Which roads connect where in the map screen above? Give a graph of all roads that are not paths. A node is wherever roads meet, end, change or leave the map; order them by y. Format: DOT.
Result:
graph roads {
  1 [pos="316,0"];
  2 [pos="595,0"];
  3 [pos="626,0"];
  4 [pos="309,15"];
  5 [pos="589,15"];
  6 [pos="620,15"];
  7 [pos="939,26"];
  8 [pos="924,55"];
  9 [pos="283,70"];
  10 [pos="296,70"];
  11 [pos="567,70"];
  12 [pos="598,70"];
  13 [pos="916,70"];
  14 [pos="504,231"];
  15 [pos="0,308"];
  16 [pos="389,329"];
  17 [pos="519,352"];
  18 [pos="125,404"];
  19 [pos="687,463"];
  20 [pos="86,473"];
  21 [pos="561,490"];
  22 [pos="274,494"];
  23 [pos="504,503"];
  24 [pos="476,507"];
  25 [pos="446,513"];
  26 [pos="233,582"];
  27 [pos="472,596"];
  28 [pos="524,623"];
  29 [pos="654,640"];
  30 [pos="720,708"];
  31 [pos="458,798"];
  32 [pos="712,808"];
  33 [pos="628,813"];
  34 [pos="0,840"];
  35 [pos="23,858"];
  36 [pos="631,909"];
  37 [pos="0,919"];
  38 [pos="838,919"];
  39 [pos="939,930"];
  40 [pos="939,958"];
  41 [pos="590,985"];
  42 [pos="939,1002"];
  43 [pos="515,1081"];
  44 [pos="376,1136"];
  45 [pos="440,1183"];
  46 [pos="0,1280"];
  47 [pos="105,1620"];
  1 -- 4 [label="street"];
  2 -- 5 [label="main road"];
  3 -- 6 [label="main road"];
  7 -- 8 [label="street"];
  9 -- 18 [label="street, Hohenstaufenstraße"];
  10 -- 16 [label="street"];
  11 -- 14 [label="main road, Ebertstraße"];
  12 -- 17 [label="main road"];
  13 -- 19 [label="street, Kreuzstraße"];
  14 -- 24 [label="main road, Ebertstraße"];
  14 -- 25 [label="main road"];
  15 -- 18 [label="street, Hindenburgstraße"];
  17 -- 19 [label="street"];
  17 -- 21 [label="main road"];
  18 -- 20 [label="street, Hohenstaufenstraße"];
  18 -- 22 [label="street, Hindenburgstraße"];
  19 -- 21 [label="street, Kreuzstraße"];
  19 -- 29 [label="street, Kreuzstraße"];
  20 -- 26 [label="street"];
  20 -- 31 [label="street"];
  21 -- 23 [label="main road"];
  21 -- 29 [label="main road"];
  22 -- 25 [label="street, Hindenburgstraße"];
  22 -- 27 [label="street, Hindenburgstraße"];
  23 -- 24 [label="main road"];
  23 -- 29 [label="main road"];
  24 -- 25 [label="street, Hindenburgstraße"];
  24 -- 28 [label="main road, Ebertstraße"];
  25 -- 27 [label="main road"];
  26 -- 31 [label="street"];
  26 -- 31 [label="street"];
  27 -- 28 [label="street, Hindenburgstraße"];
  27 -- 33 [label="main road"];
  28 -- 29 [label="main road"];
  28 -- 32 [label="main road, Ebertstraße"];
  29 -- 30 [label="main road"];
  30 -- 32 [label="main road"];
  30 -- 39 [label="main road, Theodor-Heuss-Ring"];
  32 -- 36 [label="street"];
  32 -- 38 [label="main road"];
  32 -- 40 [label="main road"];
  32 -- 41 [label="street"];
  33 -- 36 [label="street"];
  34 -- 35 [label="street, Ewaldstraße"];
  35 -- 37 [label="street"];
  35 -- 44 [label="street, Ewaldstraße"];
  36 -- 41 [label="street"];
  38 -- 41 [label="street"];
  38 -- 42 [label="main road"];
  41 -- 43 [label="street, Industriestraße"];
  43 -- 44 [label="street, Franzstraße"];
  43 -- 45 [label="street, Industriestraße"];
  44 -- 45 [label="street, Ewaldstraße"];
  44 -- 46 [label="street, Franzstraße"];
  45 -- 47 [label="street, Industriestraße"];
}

- [Work required]: Search term "Kreuzstraße": return each line of the data that contains it.

- [Result below]:
  13 -- 19 [label="street, Kreuzstraße"];
  19 -- 21 [label="street, Kreuzstraße"];
  19 -- 29 [label="street, Kreuzstraße"];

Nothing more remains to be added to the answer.